→ Source information
□ □ □ □

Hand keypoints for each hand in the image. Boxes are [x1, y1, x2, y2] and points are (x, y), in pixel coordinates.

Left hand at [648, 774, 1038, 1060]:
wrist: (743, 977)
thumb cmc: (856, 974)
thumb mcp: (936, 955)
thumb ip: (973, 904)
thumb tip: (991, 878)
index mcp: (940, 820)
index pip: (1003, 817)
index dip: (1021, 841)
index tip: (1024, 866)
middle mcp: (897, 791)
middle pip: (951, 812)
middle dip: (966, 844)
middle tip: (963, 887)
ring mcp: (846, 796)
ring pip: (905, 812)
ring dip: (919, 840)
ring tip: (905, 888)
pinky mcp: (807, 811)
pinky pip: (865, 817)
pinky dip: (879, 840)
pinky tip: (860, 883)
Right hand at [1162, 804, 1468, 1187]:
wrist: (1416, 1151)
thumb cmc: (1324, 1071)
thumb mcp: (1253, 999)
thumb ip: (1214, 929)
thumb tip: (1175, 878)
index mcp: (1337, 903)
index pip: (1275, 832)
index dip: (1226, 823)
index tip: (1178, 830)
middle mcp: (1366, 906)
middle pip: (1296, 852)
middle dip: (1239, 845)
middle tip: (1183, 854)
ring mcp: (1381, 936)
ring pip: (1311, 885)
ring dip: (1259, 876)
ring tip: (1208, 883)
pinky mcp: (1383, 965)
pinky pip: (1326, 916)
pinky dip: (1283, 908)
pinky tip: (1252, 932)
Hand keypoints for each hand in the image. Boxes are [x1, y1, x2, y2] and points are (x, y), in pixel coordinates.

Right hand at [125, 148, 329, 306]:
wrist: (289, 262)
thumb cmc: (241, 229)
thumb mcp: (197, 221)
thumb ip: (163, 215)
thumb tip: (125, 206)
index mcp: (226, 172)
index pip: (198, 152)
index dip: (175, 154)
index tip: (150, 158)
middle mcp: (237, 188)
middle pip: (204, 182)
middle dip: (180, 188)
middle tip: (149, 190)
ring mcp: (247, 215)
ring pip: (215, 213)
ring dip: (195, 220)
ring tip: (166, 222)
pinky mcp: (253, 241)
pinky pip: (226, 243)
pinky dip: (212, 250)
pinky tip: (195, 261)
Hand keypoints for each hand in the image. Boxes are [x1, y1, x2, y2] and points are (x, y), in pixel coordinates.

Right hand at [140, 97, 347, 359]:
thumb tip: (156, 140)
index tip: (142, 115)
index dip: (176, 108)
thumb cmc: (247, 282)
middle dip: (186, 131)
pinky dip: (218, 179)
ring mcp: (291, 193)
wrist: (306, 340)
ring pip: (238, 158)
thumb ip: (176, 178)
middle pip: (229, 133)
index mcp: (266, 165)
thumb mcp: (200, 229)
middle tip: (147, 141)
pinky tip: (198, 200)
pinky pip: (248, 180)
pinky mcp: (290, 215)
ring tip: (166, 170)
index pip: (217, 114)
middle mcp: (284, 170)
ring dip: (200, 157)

□ □ □ □

→ What to work on
Please output the listing in full, exactly as it was given above.

→ Solution
Hand keypoints for each hand in the image. Boxes are [x1, y1, x2, y2] and points are (x, y), in pixel coordinates.

Left hand at [648, 774, 1038, 1060]:
wrist: (743, 977)
thumb cmc: (856, 974)
thumb mcp: (936, 955)
thumb ip: (973, 904)
thumb tip: (991, 878)
index mcp: (940, 820)
index pip: (1003, 817)
index dip: (1021, 841)
index tip: (1024, 866)
middle mcp: (897, 791)
middle pip: (951, 812)
middle dip: (966, 844)
middle tip: (963, 887)
ring mcp: (846, 796)
ring pip: (905, 812)
ring dip: (919, 840)
ring tip: (905, 888)
pinky mcp: (807, 811)
pinky pip: (865, 817)
pinky dip: (879, 840)
pinky tip: (860, 883)
Right hand at [1162, 804, 1468, 1187]:
wrist: (1416, 1151)
thumb cmc: (1324, 1071)
thumb mcp: (1253, 999)
thumb ip: (1214, 929)
thumb tip: (1175, 878)
index mcp: (1337, 903)
index pip: (1275, 832)
index dip: (1226, 823)
index tip: (1178, 830)
middle mcp: (1366, 906)
middle pip: (1296, 852)
middle dip: (1239, 845)
middle tip: (1183, 854)
ring mcp: (1381, 936)
ring pip: (1311, 885)
ring dip: (1259, 876)
ring tip: (1208, 883)
pinky mcp: (1383, 965)
pinky pip: (1326, 916)
pinky dip: (1283, 908)
pinky tip: (1252, 932)
Hand keypoints for each hand in the image. Boxes are [x1, y1, x2, y2] and points are (x, y), in pixel coordinates.

Right hand at [125, 148, 329, 306]:
wrist: (289, 262)
thumb cmc: (241, 229)
thumb mcp: (197, 221)
thumb ip: (163, 215)
thumb tip: (125, 206)
index mcp: (226, 172)
index pip: (198, 152)
index dip: (175, 154)
index tip: (150, 158)
middle mcp: (237, 188)
middle pip: (204, 182)
middle dip: (180, 188)
middle tip: (149, 190)
ring mcp: (247, 215)
ring pip: (215, 213)
ring dip: (195, 220)
ring tip: (166, 222)
pinky mcp: (253, 241)
pinky pip: (226, 243)
pinky dip: (212, 250)
pinky tip: (195, 261)
Hand keypoints for each hand in the image. Boxes are [x1, y1, x2, y2] and points are (x, y), in pixel coordinates.

Right hand at [140, 97, 347, 359]:
thumb tip: (156, 140)
index tip: (142, 115)
index dip: (176, 108)
thumb cmc: (247, 282)
middle dip: (186, 131)
pinky dip: (218, 179)
ring mcp: (291, 193)
wrist: (306, 340)
ring pip: (238, 158)
thumb ip: (176, 178)
middle pip: (229, 133)
index mcp: (266, 165)
thumb mcp: (200, 229)
middle tip: (147, 141)
pinky tip: (198, 200)
pinky pip: (248, 180)
pinky mcp: (290, 215)
ring tip: (166, 170)
index pip: (217, 114)
middle mcp: (284, 170)
ring dip: (200, 157)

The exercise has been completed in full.